There was no Rosetta Stone to give the translation of the strange characters; nothing but the unyielding problem of unknown names. Unconsciously he followed the method which Grotefend had employed. He compared two inscriptions, in this case at Elwend, which had been set up side by side, and found that they were identically the same except in two short passages of a few characters each.
But the first of these two groups in the first inscription coincided with the second group in the second inscription, and Rawlinson's genius suggested, first, that these groups must be the names of kings concerned in setting up the inscriptions and second, if so, the first name in the first inscription must represent the father of the king who set up the second.
He was right. He took the names of the three most famous Persian kings in history, Hystaspes, Darius, and Xerxes, applied them to his theory, and found that the values for the characters which their names provided stood the test wherever the same characters reappeared in the names.
The threshold was crossed. But although Rawlinson, as well as foreign scholars, had so brilliantly deciphered the value of some of the characters, the names of some of the kings, and even of countries mentioned in the text, the meaning of the inscriptions and the language in which they were couched were still a sealed book.
The Englishman had long been attracted by the problem of the Behistun inscription, and during his sojourn in Persia he set himself to unravel its meaning. By the end of he had so far overcome the difficulties involved in scaling the rock-face and copying the cuneiform text, that he had completed a version of about half of the Persian text, and in this year he forwarded to the Royal Asiatic Society, which has always shown a deep appreciation of scholarship of this nature, a translation of the two first paragraphs of the Behistun inscription, recording the titles and genealogy of Darius.
Unfortunately he was compelled to break into his studies by his being transferred from "the lettered seclusion of Bagdad to fill a responsible and laborious office in Afghanistan," but again found him in the City of the Caliphs, eager to continue his labours. For many years past he applied himself to Zend, the oldest Persian dialect known, and it was his application of this language to the Persian cuneiform inscriptions which brought about his extraordinary exploit of translating the whole of the Persian inscription of Behistun for the first time.
His decipherment of the characters which composed the proper names allowed him first to transliterate the inscription and so know how the words sounded, and his genius for languages then led him to their correct affinities with other dialects.
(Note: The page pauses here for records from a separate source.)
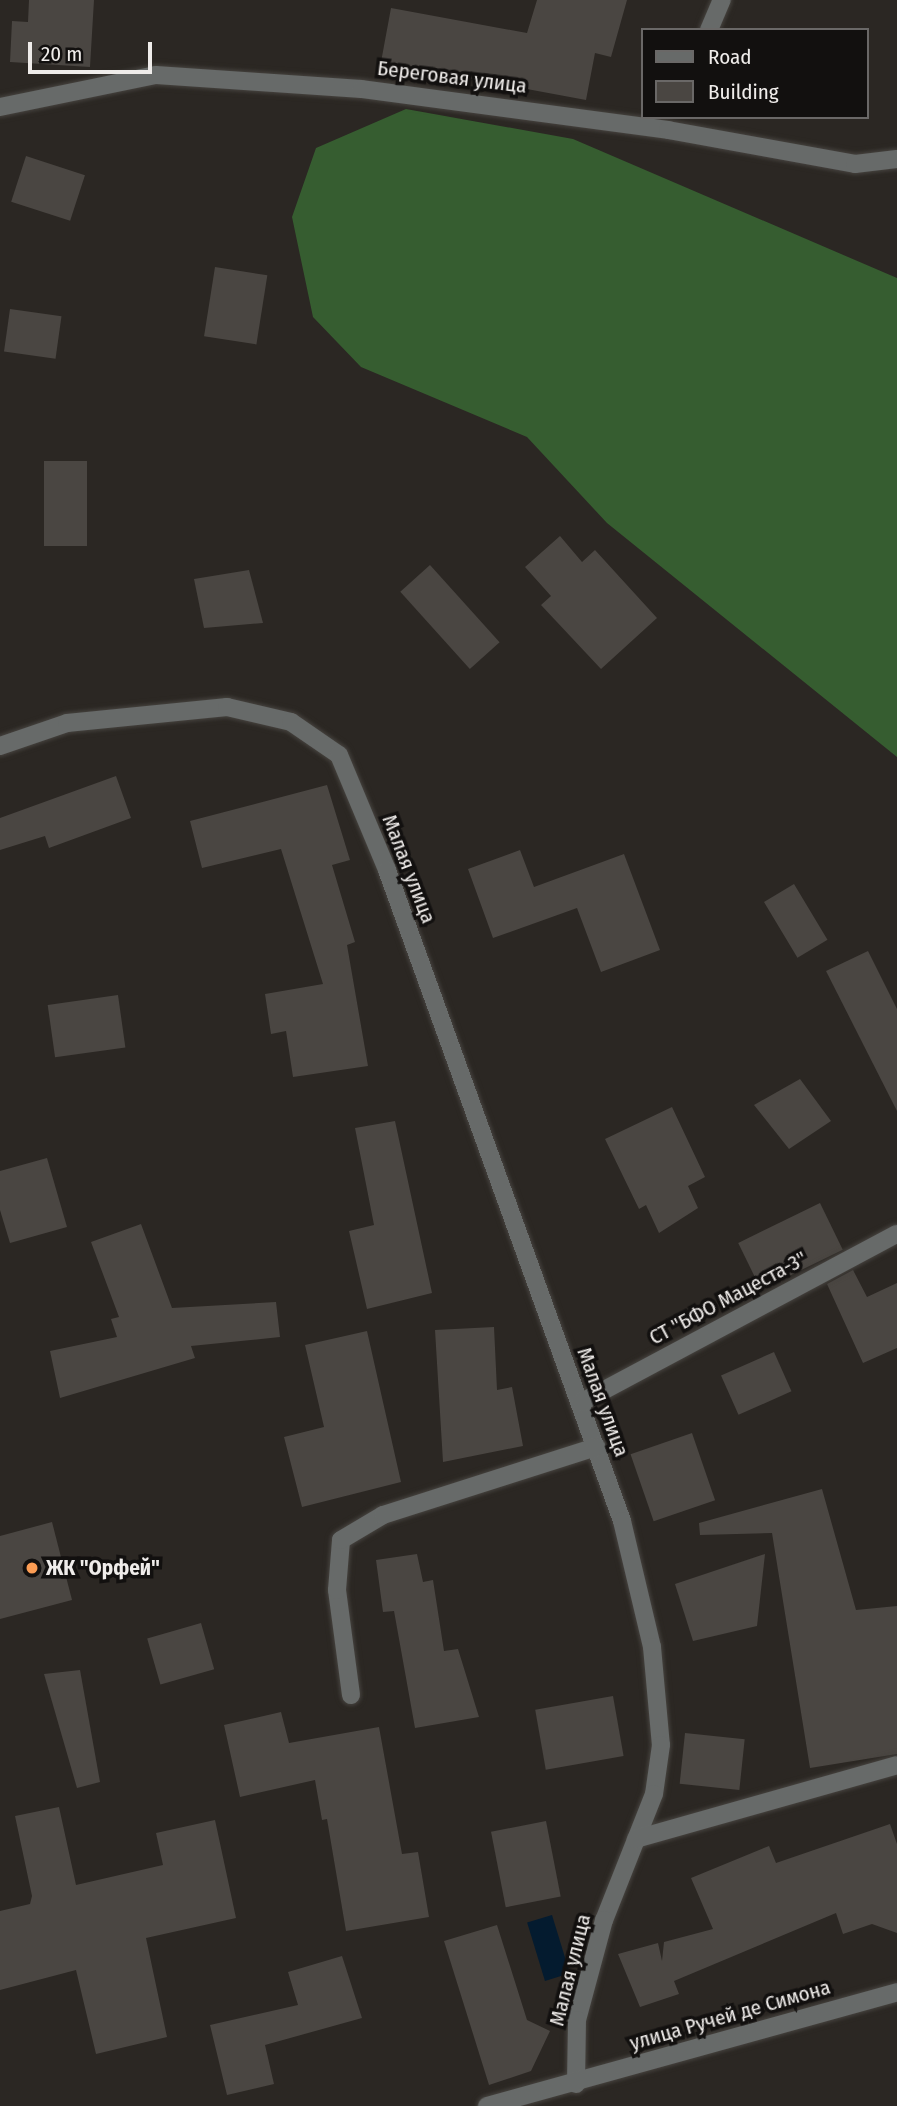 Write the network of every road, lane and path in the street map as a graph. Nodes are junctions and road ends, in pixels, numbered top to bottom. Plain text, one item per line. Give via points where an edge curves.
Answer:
1 (722, 0) edge
2 (710, 28) edge
3 (0, 107) edge
4 (670, 123) edge
5 (897, 159) edge
6 (0, 746) edge
7 (897, 1234) edge
8 (580, 1402) junction
9 (596, 1447) junction
10 (351, 1695) dead end
11 (897, 1765) edge
12 (636, 1839) junction
13 (897, 1992) edge
14 (576, 2084) junction
15 (487, 2106) edge

1 - 2 street
3 - 4 street, Береговая улица via 156,75 362,89
4 - 5 street, Береговая улица via 855,164
6 - 8 street, Малая улица via 67,723 227,707 291,722 340,755 387,870
7 - 8 street, СТ "БФО Мацеста-3"
8 - 9 street, Малая улица
9 - 10 street via 383,1515 341,1540 337,1590
9 - 12 street, Малая улица via 622,1521 661,1703 654,1794
11 - 12 street
12 - 14 street, Малая улица via 604,1920 577,2020
13 - 14 street, улица Ручей де Симона
14 - 15 street, улица Ручей де Симона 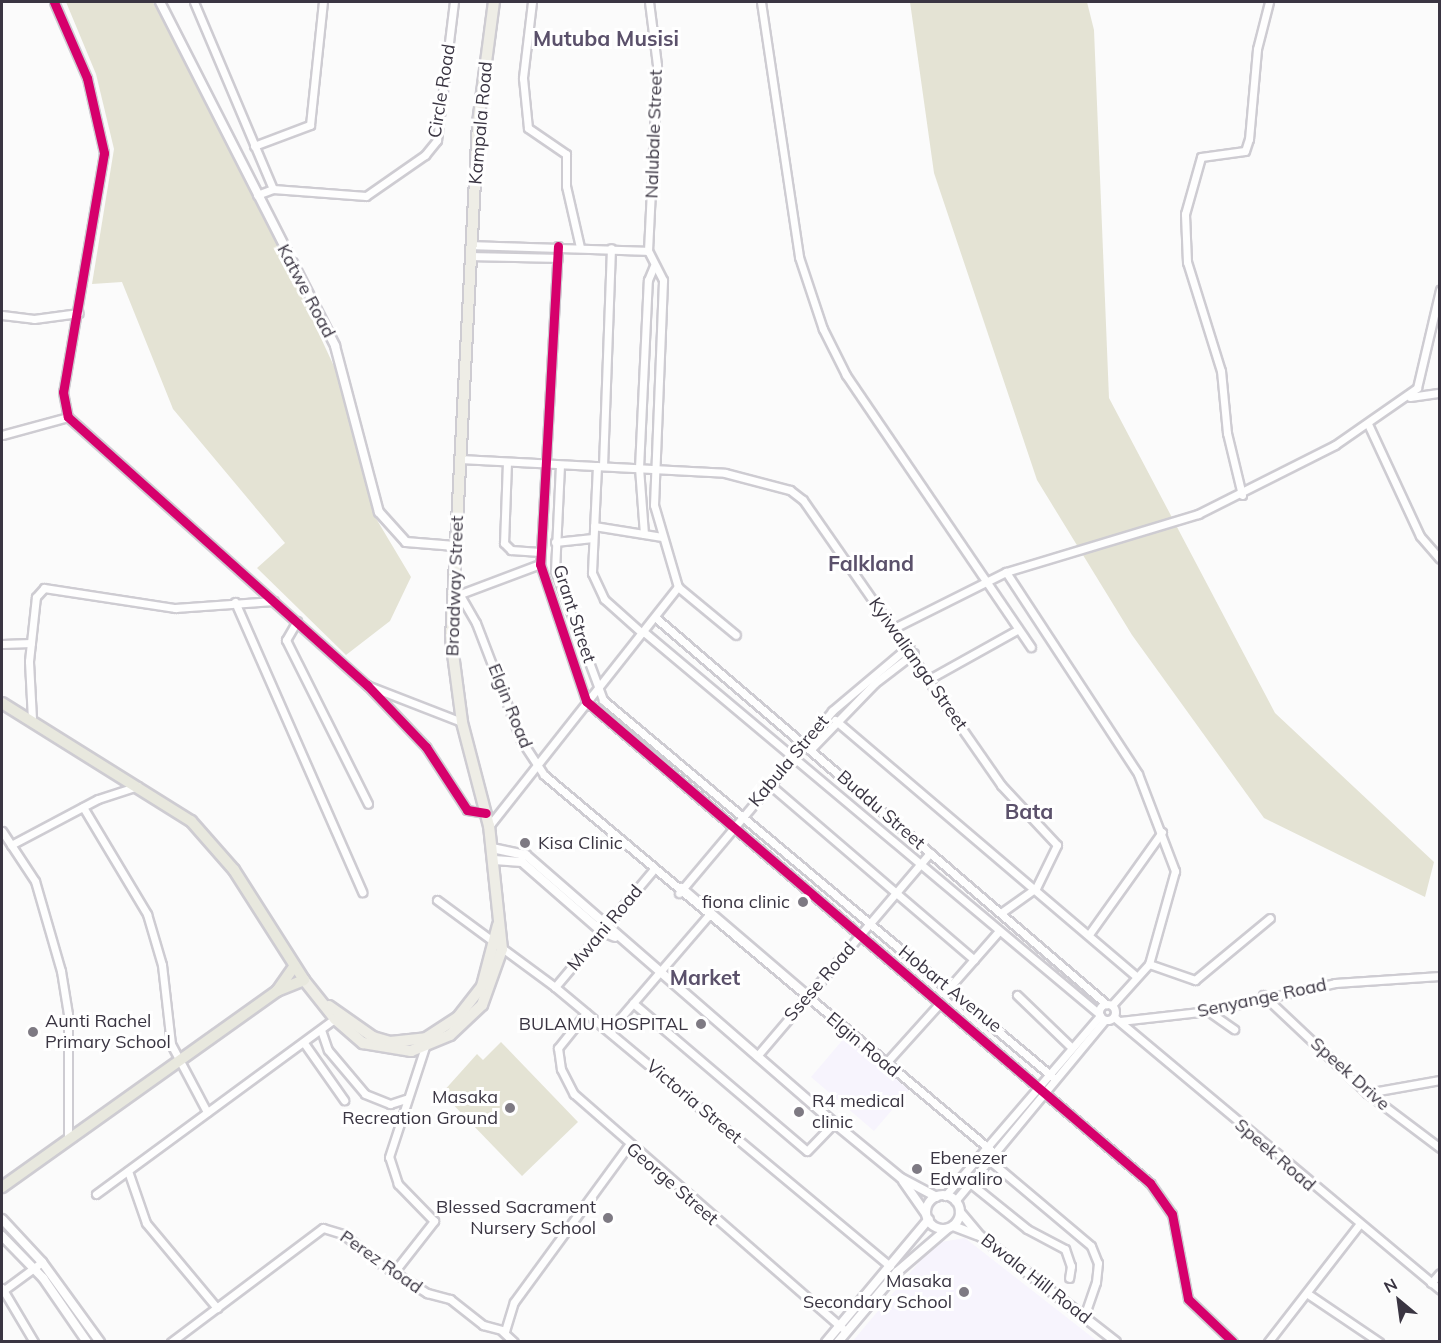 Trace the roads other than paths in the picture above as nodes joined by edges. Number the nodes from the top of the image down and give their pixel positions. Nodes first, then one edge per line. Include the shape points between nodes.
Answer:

His "Memoir," giving a complete translation with notes was published in Lassen, however, must not be forgotten in according the due meed of praise to the pioneers of translation as well as decipherment, for he, too independently, but simultaneously with Rawlinson , applied himself to the Persepolitan inscriptions with definitely satisfactory results, publishing his rendering of them in Page Rawlinson was not content only with the Persian part of the inscription.groupdealtravel.dev3.develag.com/el-espritu-emprendedor-los-retos-del-administrador-y.php
Catalog Record: The Behistan inscription of King Darius | HathiTrust Digital Library
In he once more, this time with two companions, climbed the rock, crossed the chasm between the Persian and Susian columns, and copied the Susian version. Again in he hoped to attack the Babylonian version, which is cut on two faces of a ponderous overhanging boulder above the sheer face of the Susian columns. To this he did not himself climb, but found a Kurdish boy who scaled the height from a flank, and in a swinging seat took squeezes under Rawlinson's direction.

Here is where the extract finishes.